O afastamento do ministro Dias Toffoli da relatoria do chamado caso Master no Supremo Tribunal Federal (STF) levou à redistribuição do processo e à escolha, por sorteio, do ministro André Mendonça como novo relator, após reunião convocada pelo presidente da Corte, ministro Luiz Edson Fachin, nesta quinta-feira (12/2).
Como a entrada de André Mendonça na relatoria pode impactar?
Com a entrada de André Mendonça como novo relator do caso Master no STF, a condução dos processos relacionados à Reclamação nº 88.121 e às ações conexas passa a ser centralizada em seu gabinete. A presidência do tribunal informou que adotará as providências processuais para extinguir a arguição de suspeição e transferir os autos ao novo relator, preservando os atos praticados até aqui.
O caso Master no STF ganhou mais atenção após três fatores combinados: o relatório da Polícia Federal com menções ao nome de Toffoli, a decisão colegiada de reconhecer a validade de todos os atos do ex-relator e o sorteio de Mendonça para assumir a condução. Decisões futuras sobre diligências, sigilos e tramitação passarão pela análise de Mendonça, agora peça central no andamento do processo. As informações são do Metrópoles.
Por que Dias Toffoli deixou a relatoria do caso Master no Supremo?

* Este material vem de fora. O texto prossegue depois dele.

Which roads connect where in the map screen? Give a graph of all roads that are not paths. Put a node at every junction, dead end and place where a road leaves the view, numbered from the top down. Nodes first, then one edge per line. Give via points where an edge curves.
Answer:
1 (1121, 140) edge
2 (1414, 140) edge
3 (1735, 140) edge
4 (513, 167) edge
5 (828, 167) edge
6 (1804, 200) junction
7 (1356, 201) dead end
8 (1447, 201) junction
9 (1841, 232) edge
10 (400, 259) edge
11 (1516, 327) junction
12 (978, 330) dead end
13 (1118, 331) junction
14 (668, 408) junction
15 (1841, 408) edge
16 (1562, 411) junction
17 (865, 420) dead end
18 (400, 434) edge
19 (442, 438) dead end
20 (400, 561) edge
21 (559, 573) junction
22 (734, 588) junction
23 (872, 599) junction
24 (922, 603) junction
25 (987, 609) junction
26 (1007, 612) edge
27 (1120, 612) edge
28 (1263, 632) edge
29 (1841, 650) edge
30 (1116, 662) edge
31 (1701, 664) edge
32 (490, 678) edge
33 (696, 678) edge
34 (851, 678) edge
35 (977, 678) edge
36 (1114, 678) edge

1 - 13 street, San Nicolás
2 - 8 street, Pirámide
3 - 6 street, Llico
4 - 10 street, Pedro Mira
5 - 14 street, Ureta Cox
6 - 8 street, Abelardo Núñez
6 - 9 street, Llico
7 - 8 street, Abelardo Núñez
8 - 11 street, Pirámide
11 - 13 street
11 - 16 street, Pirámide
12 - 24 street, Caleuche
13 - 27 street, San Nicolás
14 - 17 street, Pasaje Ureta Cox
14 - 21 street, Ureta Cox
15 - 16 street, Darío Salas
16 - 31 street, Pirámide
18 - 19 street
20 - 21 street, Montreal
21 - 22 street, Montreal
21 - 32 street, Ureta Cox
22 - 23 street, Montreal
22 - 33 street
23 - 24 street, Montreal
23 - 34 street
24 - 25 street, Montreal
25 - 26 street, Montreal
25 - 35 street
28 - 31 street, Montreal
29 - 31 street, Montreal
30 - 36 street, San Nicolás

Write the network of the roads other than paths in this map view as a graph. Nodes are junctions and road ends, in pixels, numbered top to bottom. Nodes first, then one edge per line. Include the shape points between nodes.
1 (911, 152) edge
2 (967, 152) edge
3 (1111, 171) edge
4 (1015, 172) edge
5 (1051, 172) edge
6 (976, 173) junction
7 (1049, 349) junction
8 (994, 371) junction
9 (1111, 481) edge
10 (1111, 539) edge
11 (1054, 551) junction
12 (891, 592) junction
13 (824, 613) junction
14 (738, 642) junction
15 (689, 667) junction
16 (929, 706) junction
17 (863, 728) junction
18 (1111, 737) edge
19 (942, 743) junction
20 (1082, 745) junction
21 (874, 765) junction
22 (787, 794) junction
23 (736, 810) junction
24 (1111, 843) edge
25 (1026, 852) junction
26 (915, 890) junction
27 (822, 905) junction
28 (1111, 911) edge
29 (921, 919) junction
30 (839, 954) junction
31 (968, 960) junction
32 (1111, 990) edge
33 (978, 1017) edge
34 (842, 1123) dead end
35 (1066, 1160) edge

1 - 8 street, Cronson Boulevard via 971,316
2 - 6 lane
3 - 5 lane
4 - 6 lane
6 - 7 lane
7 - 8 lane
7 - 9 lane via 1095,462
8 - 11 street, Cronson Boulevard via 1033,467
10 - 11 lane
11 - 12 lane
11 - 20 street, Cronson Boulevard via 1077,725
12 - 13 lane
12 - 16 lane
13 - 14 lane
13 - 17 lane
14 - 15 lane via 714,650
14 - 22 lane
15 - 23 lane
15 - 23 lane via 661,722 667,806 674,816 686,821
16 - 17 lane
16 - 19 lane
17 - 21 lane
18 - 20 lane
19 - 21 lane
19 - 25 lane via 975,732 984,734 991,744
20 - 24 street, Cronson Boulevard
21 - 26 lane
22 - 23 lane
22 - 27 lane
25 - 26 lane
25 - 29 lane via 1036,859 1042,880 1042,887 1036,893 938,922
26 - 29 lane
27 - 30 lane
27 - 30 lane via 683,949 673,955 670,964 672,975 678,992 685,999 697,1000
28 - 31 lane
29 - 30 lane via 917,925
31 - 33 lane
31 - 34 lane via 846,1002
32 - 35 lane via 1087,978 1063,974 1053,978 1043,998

A saída de Dias Toffoli da relatoria do caso Master no STF decorre de fatores institucionais e processuais. A Polícia Federal informou ter localizado, na extração de dados dos aparelhos de Daniel Vorcaro, mensagens que citavam o ministro e tratavam de negociações envolvendo o resort Tayayá, no Paraná, o que originou uma arguição de suspeição com base no Código de Processo Penal e no Regimento Interno do STF.
Na reunião conduzida por Fachin, o documento encaminhado pela direção-geral da PF foi apresentado aos ministros, e Toffoli foi ouvido sobre o conteúdo. O ministro reconheceu ser sócio do resort mencionado, mas declarou não manter relação com Vorcaro nem com seus familiares, e o colegiado avaliou que não havia hipótese legal de suspeição à luz do artigo 107 do Código de Processo Penal e do artigo 280 do regimento da Corte.
Quais foram os principais pontos da resposta institucional do STF?
A resposta institucional do STF foi sintetizada em nota conjunta, na qual os ministros buscaram preservar a credibilidade da Corte e, ao mesmo tempo, permitir a continuidade das investigações. O texto destacou a inexistência de impedimento legal e a preservação dos atos já praticados pelo antigo relator, bem como a opção pela redistribuição por sorteio.
Para deixar clara a posição do tribunal sobre o episódio, a nota consolidou alguns pontos centrais, que ajudam a entender os limites da atuação de Toffoli e os efeitos práticos de sua saída da relatoria:
- Não reconhecimento de suspeição: os ministros entenderam que a arguição não preenchia os requisitos legais.
- Validação dos atos anteriores: decisões e despachos de Toffoli permanecem válidos.
- Redistribuição por sorteio: os processos seguiram para novo relator, definido eletronicamente.
Como ficará o andamento do caso Master no STF daqui para frente?
Com a escolha de André Mendonça como relator, o próximo passo é a remessa de todos os processos vinculados ao caso Master no STF para seu gabinete. A presidência do Supremo anunciou que tomará as medidas necessárias para extinguir a arguição de suspeição, encerrando essa frente processual e evitando novas discussões sobre a atuação de Toffoli, ao mesmo tempo em que se garante estabilidade processual.
O caso Master envolve a atuação do Banco Master e de seu controlador, bem como as provas reunidas na Operação Compliance Zero, cujo relatório da PF é sigiloso e menciona autoridades e negócios privados. Os próximos movimentos de Mendonça podem incluir análise de quebras de sigilo, homologação de diligências e avaliação de eventuais desdobramentos criminais ou cíveis, sempre sob maior escrutínio público e institucional.
Qual foi a posição dos ministros do STF sobre o caso Master?
Com a nota assinada por Luiz Edson Fachin, Alexandre de Moraes, Gilmar Mendes, Cármen Lúcia, Dias Toffoli, Luiz Fux, André Mendonça, Nunes Marques, Cristiano Zanin e Flávio Dino, o STF buscou registrar uma posição unificada sobre o episódio. A Corte destacou que todos os pedidos da PF e da Procuradoria-Geral da República foram atendidos por Toffoli durante sua relatoria, reforçando a inexistência de irregularidades.
A escolha de um novo relator por sorteio, a preservação dos atos anteriores e o reconhecimento formal da ausência de suspeição sinalizam a tentativa de dar sequência ao caso Master no STF com segurança jurídica. Assim, o tribunal procura manter o foco nas investigações e nas possíveis responsabilidades que podem surgir a partir do material colhido pela Polícia Federal, sem paralisar o andamento dos processos.